*** Opening TASK MATERIAL ***

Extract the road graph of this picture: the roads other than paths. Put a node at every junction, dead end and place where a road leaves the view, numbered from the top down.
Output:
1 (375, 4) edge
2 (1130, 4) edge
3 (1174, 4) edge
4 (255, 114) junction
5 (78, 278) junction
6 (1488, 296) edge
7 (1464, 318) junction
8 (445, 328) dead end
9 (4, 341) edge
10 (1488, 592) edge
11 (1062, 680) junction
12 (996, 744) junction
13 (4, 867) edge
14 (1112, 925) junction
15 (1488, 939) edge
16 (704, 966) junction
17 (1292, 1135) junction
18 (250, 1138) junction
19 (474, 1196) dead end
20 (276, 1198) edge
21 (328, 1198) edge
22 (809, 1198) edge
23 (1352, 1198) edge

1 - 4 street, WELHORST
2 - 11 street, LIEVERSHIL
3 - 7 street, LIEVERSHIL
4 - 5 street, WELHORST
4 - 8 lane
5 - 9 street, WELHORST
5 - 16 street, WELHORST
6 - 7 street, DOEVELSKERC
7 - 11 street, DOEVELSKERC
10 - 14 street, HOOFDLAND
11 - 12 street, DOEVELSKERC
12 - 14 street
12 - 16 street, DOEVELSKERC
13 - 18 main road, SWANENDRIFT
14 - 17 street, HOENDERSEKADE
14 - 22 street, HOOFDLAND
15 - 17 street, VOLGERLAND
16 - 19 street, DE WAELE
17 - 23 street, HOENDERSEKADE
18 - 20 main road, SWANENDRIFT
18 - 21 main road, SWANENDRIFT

*** Closing TASK MATERIAL ***
*** Opening TASK MATERIAL ***

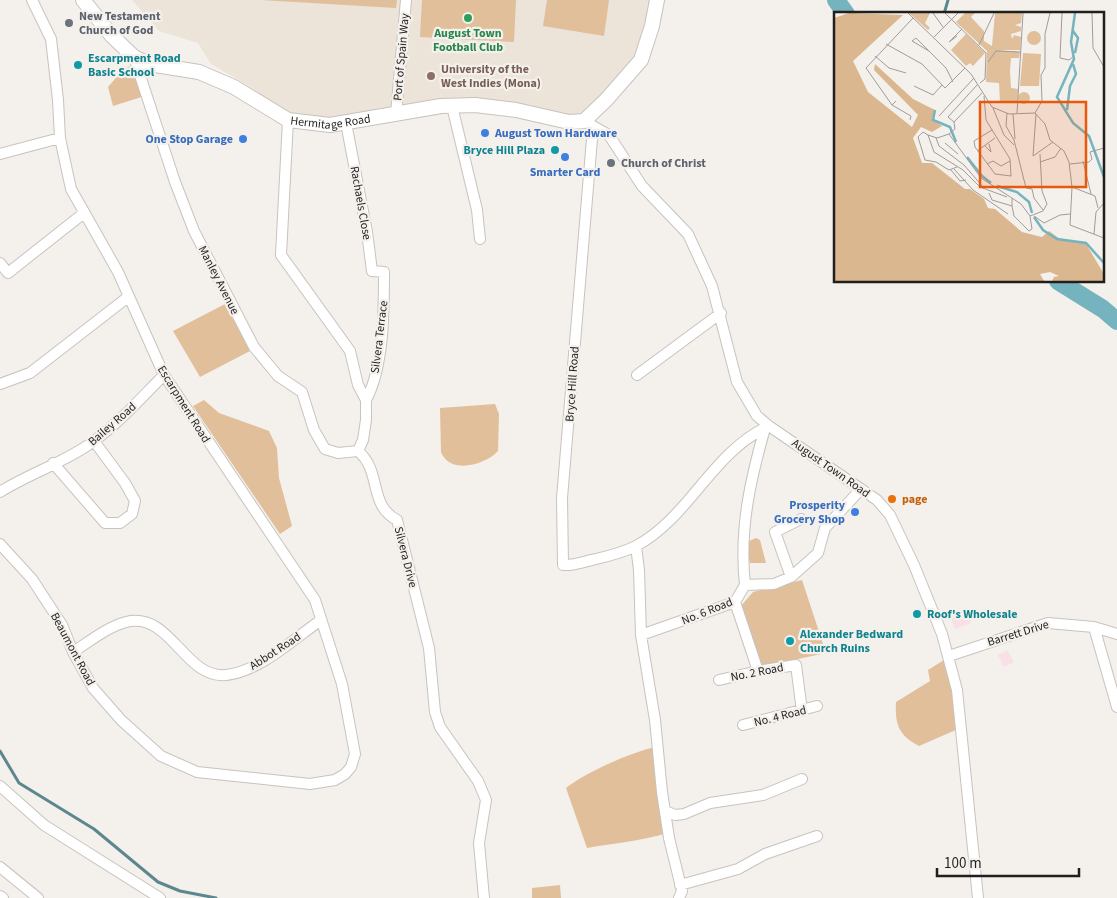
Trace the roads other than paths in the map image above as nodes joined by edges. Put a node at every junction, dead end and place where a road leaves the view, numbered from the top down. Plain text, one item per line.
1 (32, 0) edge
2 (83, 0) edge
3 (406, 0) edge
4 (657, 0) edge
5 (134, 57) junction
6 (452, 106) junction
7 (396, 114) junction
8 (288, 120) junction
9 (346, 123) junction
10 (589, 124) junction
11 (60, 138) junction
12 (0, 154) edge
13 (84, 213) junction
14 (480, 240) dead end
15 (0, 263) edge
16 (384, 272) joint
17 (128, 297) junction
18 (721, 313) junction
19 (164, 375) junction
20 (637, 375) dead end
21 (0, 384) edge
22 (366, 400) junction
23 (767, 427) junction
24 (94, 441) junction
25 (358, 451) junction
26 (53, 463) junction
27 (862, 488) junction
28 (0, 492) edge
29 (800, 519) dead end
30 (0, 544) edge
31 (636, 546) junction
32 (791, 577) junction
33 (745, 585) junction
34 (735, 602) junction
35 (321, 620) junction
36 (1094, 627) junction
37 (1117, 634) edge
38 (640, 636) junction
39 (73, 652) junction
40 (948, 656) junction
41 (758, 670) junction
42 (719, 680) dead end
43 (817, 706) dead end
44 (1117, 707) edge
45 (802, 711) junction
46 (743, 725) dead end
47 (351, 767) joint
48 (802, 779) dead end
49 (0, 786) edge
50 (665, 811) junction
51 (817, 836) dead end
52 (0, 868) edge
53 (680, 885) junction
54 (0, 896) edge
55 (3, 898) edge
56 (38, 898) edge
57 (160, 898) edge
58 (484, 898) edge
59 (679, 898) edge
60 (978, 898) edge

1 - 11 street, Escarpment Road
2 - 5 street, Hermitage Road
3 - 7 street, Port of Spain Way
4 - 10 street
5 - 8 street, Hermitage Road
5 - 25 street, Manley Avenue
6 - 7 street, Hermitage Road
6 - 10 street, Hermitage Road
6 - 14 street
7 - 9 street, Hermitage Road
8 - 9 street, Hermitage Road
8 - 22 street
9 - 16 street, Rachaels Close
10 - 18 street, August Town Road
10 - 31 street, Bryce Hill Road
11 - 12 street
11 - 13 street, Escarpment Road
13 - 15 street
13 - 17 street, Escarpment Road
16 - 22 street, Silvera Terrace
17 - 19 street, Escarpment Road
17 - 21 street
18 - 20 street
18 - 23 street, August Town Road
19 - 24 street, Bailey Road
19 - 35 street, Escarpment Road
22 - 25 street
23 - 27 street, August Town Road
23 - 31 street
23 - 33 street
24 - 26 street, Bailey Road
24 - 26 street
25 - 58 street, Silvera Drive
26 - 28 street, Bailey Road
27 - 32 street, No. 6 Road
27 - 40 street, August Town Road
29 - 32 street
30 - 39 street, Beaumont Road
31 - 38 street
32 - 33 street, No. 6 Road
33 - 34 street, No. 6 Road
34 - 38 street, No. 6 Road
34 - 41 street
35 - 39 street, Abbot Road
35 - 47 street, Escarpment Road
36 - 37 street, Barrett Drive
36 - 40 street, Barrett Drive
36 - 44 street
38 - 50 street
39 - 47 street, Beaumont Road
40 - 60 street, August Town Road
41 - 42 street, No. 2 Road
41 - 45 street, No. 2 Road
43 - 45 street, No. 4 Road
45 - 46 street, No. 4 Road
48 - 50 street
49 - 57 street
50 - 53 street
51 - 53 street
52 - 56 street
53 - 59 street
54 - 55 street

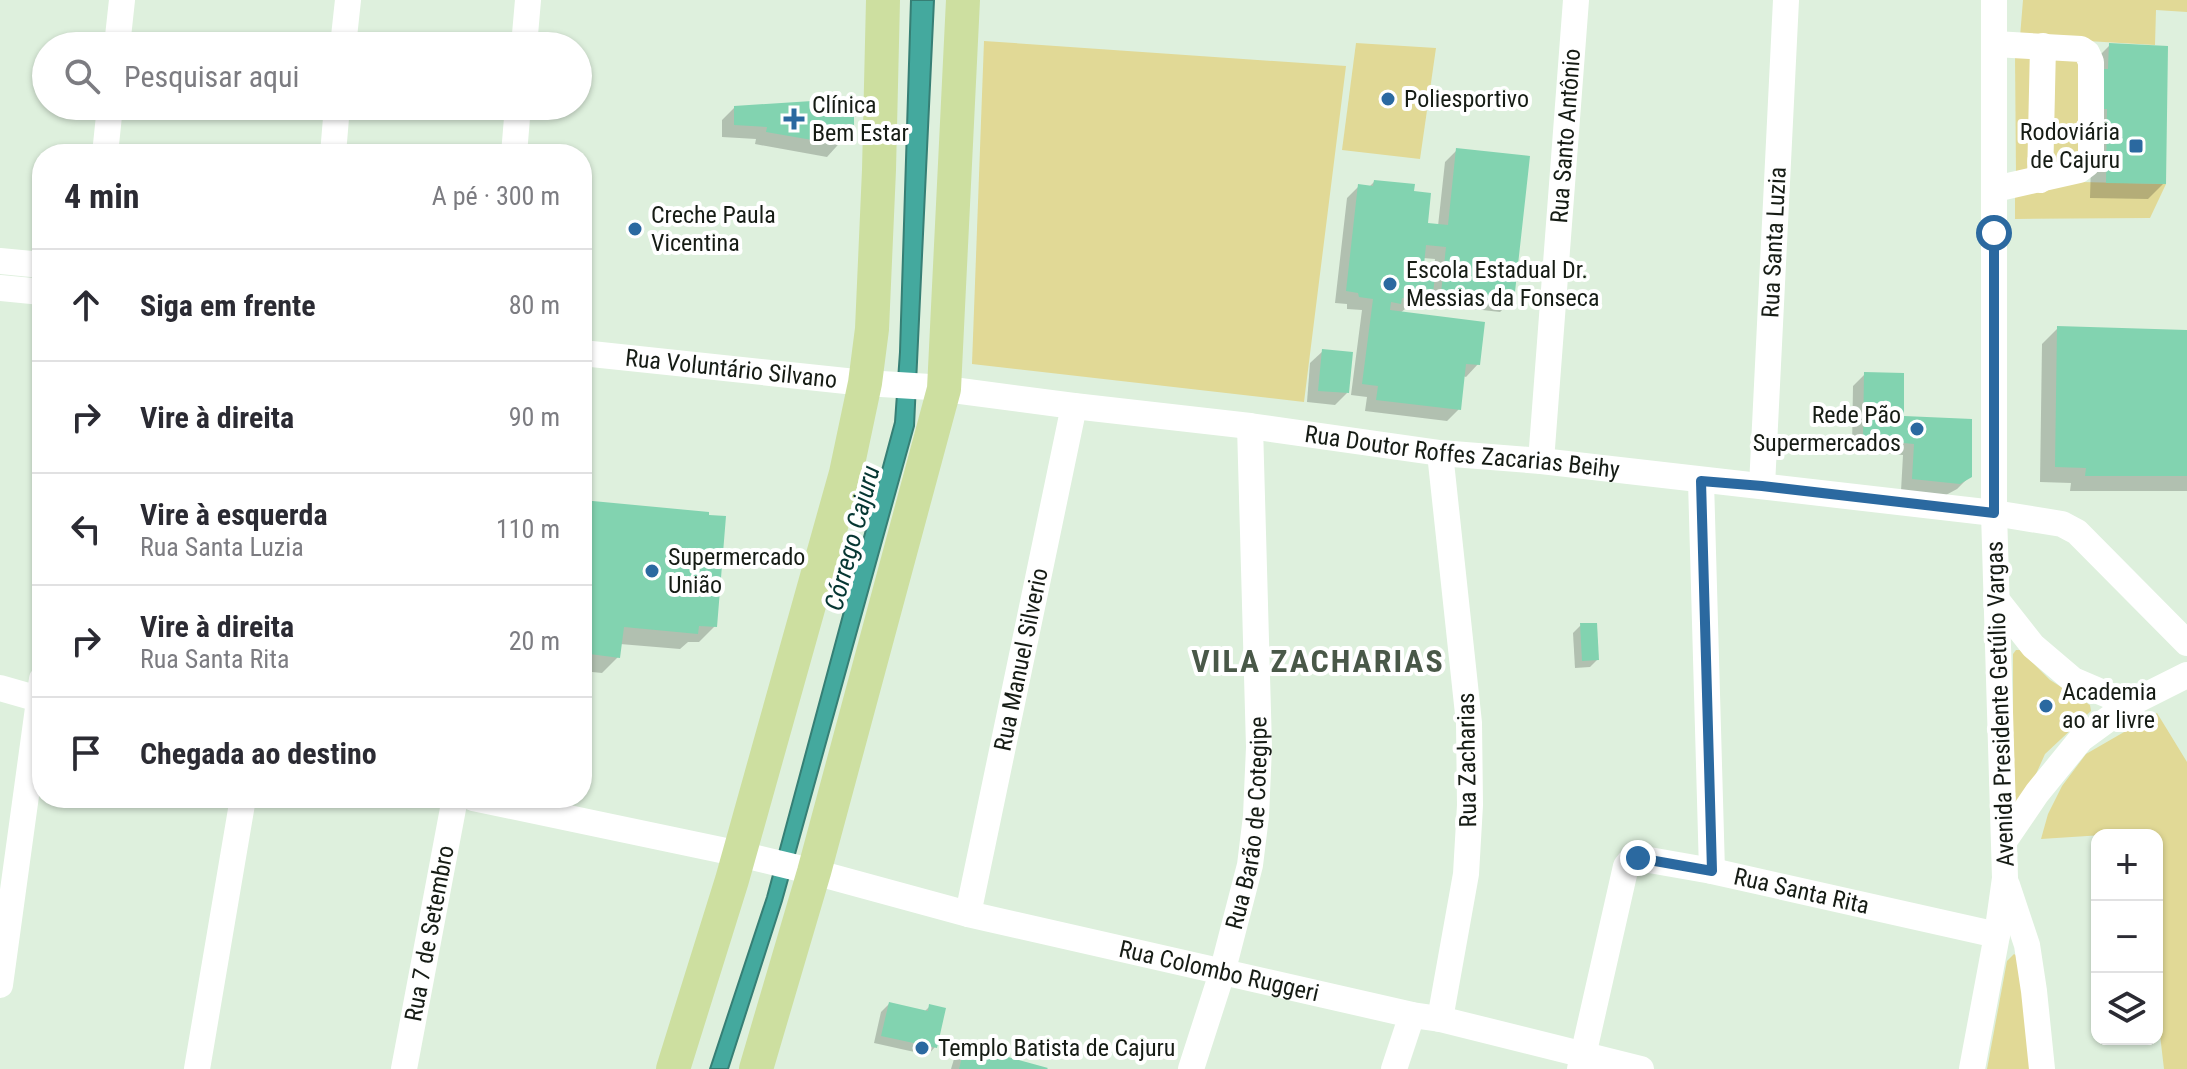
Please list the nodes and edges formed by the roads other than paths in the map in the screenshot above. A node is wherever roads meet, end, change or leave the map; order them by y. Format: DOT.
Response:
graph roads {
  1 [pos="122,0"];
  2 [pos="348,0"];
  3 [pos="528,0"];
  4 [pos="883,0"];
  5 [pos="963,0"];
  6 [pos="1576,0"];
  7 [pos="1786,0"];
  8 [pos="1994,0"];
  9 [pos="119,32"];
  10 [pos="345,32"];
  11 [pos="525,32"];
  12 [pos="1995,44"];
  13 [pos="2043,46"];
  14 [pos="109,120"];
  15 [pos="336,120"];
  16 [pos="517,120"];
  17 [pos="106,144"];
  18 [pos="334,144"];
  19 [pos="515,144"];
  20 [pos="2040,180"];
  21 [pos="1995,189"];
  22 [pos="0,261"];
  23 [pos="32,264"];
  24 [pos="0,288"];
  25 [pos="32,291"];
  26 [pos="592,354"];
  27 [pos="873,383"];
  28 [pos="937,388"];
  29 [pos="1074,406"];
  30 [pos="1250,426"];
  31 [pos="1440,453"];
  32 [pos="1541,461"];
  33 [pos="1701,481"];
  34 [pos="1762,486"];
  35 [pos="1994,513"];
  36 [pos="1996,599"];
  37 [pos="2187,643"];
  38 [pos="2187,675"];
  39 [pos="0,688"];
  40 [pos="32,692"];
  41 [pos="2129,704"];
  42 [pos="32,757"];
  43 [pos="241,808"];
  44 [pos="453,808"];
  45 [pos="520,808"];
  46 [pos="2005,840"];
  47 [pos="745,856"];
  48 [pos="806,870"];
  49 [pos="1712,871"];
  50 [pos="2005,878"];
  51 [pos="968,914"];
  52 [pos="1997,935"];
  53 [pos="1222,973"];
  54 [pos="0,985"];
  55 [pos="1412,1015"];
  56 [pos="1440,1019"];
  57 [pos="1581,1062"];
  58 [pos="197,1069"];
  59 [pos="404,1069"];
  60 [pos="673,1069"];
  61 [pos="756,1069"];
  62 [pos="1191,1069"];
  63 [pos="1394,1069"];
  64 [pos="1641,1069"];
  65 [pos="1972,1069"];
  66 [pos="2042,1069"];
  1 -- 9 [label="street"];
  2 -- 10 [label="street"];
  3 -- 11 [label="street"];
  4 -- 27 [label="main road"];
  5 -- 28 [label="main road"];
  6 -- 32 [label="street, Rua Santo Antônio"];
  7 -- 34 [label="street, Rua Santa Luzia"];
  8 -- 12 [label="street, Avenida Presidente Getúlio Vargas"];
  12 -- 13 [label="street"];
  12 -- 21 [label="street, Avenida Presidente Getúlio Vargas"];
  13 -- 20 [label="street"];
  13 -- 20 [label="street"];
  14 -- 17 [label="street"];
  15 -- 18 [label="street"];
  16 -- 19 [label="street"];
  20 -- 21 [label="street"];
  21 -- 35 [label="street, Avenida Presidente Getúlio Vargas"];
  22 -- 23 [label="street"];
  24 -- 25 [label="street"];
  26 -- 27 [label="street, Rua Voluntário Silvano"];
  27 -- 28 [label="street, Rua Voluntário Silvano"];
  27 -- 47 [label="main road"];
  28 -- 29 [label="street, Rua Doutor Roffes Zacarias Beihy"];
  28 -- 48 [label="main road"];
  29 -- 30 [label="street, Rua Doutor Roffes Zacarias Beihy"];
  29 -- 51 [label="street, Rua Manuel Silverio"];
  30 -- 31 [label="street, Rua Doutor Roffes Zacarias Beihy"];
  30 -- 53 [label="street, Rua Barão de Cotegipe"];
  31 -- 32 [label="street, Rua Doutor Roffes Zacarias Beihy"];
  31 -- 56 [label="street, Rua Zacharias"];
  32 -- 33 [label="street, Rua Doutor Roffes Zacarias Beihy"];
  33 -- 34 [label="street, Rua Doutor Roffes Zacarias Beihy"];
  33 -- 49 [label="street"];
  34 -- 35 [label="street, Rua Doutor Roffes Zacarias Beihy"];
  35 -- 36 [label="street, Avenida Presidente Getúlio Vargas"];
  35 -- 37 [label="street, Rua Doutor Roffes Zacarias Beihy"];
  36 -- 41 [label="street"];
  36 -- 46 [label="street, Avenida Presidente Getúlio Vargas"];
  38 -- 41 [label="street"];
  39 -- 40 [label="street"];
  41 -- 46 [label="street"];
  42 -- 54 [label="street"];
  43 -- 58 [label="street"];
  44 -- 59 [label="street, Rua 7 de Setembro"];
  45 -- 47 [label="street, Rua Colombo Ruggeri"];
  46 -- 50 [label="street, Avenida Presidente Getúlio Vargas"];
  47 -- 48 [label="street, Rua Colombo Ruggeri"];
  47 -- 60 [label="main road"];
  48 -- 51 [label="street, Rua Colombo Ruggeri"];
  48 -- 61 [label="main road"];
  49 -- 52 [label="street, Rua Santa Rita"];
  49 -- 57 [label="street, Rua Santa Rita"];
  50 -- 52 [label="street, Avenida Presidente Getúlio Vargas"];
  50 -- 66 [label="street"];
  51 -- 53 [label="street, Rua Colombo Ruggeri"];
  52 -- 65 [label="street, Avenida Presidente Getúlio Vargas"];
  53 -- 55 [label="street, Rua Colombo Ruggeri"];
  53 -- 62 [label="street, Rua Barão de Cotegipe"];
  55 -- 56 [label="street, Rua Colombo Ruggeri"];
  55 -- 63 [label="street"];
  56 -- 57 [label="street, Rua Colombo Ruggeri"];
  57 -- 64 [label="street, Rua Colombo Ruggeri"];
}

*** Closing TASK MATERIAL ***

**TASK DETAILS:** Search the material above for the word "place", then copy each line that holds it.

**OUTPUT BELOW:**
Extract the road graph of this picture: the roads other than paths. Put a node at every junction, dead end and place where a road leaves the view, numbered from the top down.
Trace the roads other than paths in the map image above as nodes joined by edges. Put a node at every junction, dead end and place where a road leaves the view, numbered from the top down. Plain text, one item per line.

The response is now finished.